• _Exercise brief_
Return all records exactly. Nothing may be added.

(Records drawn from a dataset)

--- START ---

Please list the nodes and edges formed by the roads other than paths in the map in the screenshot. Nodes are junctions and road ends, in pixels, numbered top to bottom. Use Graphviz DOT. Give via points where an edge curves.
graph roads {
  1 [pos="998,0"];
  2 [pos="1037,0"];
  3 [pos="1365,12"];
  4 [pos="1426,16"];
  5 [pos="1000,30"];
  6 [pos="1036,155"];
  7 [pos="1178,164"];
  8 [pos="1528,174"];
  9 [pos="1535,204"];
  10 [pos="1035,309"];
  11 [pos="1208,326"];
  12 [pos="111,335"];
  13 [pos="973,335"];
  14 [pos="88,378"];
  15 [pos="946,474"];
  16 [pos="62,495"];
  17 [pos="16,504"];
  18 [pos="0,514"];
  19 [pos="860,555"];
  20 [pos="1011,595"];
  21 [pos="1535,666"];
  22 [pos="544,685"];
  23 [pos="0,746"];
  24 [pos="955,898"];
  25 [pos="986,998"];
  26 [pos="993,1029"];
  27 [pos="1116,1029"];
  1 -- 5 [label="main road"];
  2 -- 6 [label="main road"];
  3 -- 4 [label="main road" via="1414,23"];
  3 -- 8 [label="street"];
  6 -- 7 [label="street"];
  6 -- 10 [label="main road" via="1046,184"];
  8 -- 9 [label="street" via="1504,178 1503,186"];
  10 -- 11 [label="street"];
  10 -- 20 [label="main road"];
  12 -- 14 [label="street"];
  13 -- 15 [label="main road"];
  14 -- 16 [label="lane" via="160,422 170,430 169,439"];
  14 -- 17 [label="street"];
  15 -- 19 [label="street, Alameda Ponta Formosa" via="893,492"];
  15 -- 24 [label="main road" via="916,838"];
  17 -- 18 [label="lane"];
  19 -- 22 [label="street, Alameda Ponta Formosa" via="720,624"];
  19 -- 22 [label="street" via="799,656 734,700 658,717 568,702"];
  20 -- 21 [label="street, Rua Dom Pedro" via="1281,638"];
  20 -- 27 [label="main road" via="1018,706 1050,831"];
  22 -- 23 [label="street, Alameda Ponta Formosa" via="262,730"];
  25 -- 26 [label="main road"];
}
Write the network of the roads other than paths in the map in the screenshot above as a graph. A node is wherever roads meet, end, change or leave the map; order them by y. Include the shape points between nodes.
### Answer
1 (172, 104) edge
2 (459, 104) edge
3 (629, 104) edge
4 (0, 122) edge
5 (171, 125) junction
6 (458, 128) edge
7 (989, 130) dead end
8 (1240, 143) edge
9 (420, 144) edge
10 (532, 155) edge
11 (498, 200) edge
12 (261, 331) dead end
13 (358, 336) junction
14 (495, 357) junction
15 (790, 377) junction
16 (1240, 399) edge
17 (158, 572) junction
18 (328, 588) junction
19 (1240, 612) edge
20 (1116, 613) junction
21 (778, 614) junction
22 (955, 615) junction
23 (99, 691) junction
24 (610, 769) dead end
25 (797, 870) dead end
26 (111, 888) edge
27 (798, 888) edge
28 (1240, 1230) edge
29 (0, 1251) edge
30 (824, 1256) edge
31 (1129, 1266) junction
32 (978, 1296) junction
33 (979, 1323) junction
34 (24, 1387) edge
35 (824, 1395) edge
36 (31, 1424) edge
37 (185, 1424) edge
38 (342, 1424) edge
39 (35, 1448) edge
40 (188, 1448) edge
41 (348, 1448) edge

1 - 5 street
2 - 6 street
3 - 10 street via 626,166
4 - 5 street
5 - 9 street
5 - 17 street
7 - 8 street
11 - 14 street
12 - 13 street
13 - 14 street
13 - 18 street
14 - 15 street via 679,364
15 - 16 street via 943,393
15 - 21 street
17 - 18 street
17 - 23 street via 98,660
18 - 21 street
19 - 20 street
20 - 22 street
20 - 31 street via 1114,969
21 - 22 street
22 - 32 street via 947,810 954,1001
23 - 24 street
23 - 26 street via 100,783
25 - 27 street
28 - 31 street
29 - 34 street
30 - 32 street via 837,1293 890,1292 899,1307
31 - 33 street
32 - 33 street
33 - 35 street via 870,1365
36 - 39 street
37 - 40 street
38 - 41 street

--- END ---

• _Exercise result_
Please list the nodes and edges formed by the roads other than paths in the map in the screenshot. Nodes are junctions and road ends, in pixels, numbered top to bottom. Use Graphviz DOT. Give via points where an edge curves.
graph roads {
  1 [pos="998,0"];
  2 [pos="1037,0"];
  3 [pos="1365,12"];
  4 [pos="1426,16"];
  5 [pos="1000,30"];
  6 [pos="1036,155"];
  7 [pos="1178,164"];
  8 [pos="1528,174"];
  9 [pos="1535,204"];
  10 [pos="1035,309"];
  11 [pos="1208,326"];
  12 [pos="111,335"];
  13 [pos="973,335"];
  14 [pos="88,378"];
  15 [pos="946,474"];
  16 [pos="62,495"];
  17 [pos="16,504"];
  18 [pos="0,514"];
  19 [pos="860,555"];
  20 [pos="1011,595"];
  21 [pos="1535,666"];
  22 [pos="544,685"];
  23 [pos="0,746"];
  24 [pos="955,898"];
  25 [pos="986,998"];
  26 [pos="993,1029"];
  27 [pos="1116,1029"];
  1 -- 5 [label="main road"];
  2 -- 6 [label="main road"];
  3 -- 4 [label="main road" via="1414,23"];
  3 -- 8 [label="street"];
  6 -- 7 [label="street"];
  6 -- 10 [label="main road" via="1046,184"];
  8 -- 9 [label="street" via="1504,178 1503,186"];
  10 -- 11 [label="street"];
  10 -- 20 [label="main road"];
  12 -- 14 [label="street"];
  13 -- 15 [label="main road"];
  14 -- 16 [label="lane" via="160,422 170,430 169,439"];
  14 -- 17 [label="street"];
  15 -- 19 [label="street, Alameda Ponta Formosa" via="893,492"];
  15 -- 24 [label="main road" via="916,838"];
  17 -- 18 [label="lane"];
  19 -- 22 [label="street, Alameda Ponta Formosa" via="720,624"];
  19 -- 22 [label="street" via="799,656 734,700 658,717 568,702"];
  20 -- 21 [label="street, Rua Dom Pedro" via="1281,638"];
  20 -- 27 [label="main road" via="1018,706 1050,831"];
  22 -- 23 [label="street, Alameda Ponta Formosa" via="262,730"];
  25 -- 26 [label="main road"];
}
Write the network of the roads other than paths in the map in the screenshot above as a graph. A node is wherever roads meet, end, change or leave the map; order them by y. Include the shape points between nodes.
### Answer
1 (172, 104) edge
2 (459, 104) edge
3 (629, 104) edge
4 (0, 122) edge
5 (171, 125) junction
6 (458, 128) edge
7 (989, 130) dead end
8 (1240, 143) edge
9 (420, 144) edge
10 (532, 155) edge
11 (498, 200) edge
12 (261, 331) dead end
13 (358, 336) junction
14 (495, 357) junction
15 (790, 377) junction
16 (1240, 399) edge
17 (158, 572) junction
18 (328, 588) junction
19 (1240, 612) edge
20 (1116, 613) junction
21 (778, 614) junction
22 (955, 615) junction
23 (99, 691) junction
24 (610, 769) dead end
25 (797, 870) dead end
26 (111, 888) edge
27 (798, 888) edge
28 (1240, 1230) edge
29 (0, 1251) edge
30 (824, 1256) edge
31 (1129, 1266) junction
32 (978, 1296) junction
33 (979, 1323) junction
34 (24, 1387) edge
35 (824, 1395) edge
36 (31, 1424) edge
37 (185, 1424) edge
38 (342, 1424) edge
39 (35, 1448) edge
40 (188, 1448) edge
41 (348, 1448) edge

1 - 5 street
2 - 6 street
3 - 10 street via 626,166
4 - 5 street
5 - 9 street
5 - 17 street
7 - 8 street
11 - 14 street
12 - 13 street
13 - 14 street
13 - 18 street
14 - 15 street via 679,364
15 - 16 street via 943,393
15 - 21 street
17 - 18 street
17 - 23 street via 98,660
18 - 21 street
19 - 20 street
20 - 22 street
20 - 31 street via 1114,969
21 - 22 street
22 - 32 street via 947,810 954,1001
23 - 24 street
23 - 26 street via 100,783
25 - 27 street
28 - 31 street
29 - 34 street
30 - 32 street via 837,1293 890,1292 899,1307
31 - 33 street
32 - 33 street
33 - 35 street via 870,1365
36 - 39 street
37 - 40 street
38 - 41 street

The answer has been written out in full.